Dopo l'indecisione mostrata dalla partecipata (per via delle "immagini crude e dei messaggi contro una categoria che legittimamente esercita un'attività") l'animalista Enrico Rizzi ha affidato la campagna contro lo sfruttamento degli animali a una nota azienda locale di pubblicità

Aveva chiesto all'Amat di avviare una campagna pubblicitaria contro l'utilizzo dei cavalli per il traino delle carrozze. Ma dopo che l'azienda aveva preso tempo per poi dire no "all'affissione di immagini crude e messaggi contro una categoria che legittimamente esercita un'attività", il noto animalista Enrico Rizzi ha deciso di fare da solo, "mollando" l'Amat. E affidando la campagna contro lo sfruttamento dei cavalli usati per trainare la carrozze a Palermo a una nota azienda locale di pubblicità. Un'operazione dal costo totale di 1.800 euro. I cartelli da oggi sono visibili in centro, sull'asse via Roma-corso Vittorio Emanuele.

L'istanza presentata da Rizzi nei giorni scorsi aveva messo in imbarazzo la società che gestisce il trasporto pubblico in città. Perché accettare la proposta avrebbe significato sconfessare in parte l'ordinanza del sindaco Roberto Lagalla sul tema che ha già provocato qualche frizione all'interno della maggioranza. Un tema, questo, che ha scatenato parecchie polemiche. Rizzi così era anche passato all'attacco con una diffida con messa in mora inviata all'Amat e al Comune.

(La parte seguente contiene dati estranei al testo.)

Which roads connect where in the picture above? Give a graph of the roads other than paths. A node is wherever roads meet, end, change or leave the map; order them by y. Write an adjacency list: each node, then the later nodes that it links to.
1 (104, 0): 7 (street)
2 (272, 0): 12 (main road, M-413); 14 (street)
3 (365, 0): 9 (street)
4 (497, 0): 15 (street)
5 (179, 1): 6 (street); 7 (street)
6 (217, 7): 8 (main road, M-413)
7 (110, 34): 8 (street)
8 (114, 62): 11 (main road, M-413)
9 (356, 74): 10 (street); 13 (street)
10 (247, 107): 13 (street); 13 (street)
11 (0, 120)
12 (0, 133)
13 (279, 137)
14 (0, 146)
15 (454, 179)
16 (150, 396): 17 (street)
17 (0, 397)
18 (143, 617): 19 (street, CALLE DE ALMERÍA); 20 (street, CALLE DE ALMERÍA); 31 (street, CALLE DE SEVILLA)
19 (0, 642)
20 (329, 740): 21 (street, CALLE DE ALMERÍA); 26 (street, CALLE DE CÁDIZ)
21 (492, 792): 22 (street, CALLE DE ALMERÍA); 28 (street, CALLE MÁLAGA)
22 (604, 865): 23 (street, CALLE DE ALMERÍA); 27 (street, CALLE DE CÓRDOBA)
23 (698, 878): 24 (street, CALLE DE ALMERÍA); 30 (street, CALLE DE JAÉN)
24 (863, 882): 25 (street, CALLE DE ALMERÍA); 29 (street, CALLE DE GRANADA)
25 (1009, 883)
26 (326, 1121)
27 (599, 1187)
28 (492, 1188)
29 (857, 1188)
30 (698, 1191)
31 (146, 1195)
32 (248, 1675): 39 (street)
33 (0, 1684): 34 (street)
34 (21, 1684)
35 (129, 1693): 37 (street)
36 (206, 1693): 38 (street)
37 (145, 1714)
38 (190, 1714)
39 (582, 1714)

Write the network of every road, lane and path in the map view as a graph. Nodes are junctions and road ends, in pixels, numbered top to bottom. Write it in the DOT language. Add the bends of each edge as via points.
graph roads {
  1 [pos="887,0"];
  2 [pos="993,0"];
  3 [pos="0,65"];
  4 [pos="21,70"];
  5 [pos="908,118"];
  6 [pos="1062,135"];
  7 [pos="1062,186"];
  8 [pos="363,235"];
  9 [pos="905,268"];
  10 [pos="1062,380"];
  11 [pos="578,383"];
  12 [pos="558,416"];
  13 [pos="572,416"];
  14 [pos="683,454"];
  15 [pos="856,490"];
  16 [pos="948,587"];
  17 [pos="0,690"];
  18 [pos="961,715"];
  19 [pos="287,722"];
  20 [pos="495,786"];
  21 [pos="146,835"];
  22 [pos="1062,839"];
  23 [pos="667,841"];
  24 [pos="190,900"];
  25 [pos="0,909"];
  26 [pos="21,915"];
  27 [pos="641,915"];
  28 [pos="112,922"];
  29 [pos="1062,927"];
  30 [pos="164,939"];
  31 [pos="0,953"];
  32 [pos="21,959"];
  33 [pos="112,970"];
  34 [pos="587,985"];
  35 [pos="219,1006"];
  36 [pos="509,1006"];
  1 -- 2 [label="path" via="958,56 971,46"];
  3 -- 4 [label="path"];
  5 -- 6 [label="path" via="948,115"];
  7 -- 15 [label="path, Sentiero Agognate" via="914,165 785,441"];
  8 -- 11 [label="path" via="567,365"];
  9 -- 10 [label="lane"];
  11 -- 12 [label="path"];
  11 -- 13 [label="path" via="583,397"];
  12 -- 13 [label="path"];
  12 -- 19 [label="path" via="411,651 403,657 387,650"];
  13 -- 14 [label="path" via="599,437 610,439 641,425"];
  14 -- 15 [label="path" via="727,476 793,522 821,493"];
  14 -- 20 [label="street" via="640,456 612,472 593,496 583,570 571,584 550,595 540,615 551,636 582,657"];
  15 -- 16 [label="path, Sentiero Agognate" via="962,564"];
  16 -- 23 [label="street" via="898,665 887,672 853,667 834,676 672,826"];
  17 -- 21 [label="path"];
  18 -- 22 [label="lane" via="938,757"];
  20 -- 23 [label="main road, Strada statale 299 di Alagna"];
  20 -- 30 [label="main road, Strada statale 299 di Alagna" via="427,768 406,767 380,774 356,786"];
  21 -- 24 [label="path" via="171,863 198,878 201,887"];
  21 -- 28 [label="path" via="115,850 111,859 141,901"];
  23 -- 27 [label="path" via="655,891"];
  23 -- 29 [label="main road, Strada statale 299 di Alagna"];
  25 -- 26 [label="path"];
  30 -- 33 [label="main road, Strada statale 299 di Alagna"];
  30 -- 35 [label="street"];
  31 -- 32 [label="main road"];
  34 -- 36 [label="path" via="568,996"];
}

Nella missiva, il legale dell'attivista sottolineava che, contrariamente a quanto appreso tramite un'agenzia di stampa, "la campagna non poteva essere disposta per le conseguenze che avrebbe determinato" e pertanto ha chiesto il "risarcimento del danno patito" in quanto Rizzi dovrebbe anche "dare conto ai donatori dell'impiego delle somme raccolte" per sostenere i costi della pubblicità. Dopo qualche giorno di riflessione l'Amat aveva parziamente accolto la richiesta dell'animalista (la sua campagna non era comunque a titolo gratuito) dando l'apertura "a una pubblicità che sensibilizzi l'opinione pubblica sul benessere degli animali ma senza immagini crude". Ma le due parti non hanno mai trovato un punto di contatto. Così alla fine Rizzi ha deciso di fare tutto da solo finanziando la pubblicità contro le carrozze trainate dai cavalli "bypassando" l'Amat.

Sul caso è in atto una polemica da quando l'estate è entrata nel vivo. L'ordinanza di Lagalla prevede il divieto di circolazione dei cavalli "nelle giornate con temperatura pari o superiore ai 37 gradi nella fascia oraria dalle 13 alle 15,30". E ancora "in caso di allerta meteo rischio 3 diramato con bollettino della Protezione civile, il divieto di circolazione è esteso nella fascia oraria che va dalle 12,30 alle 16".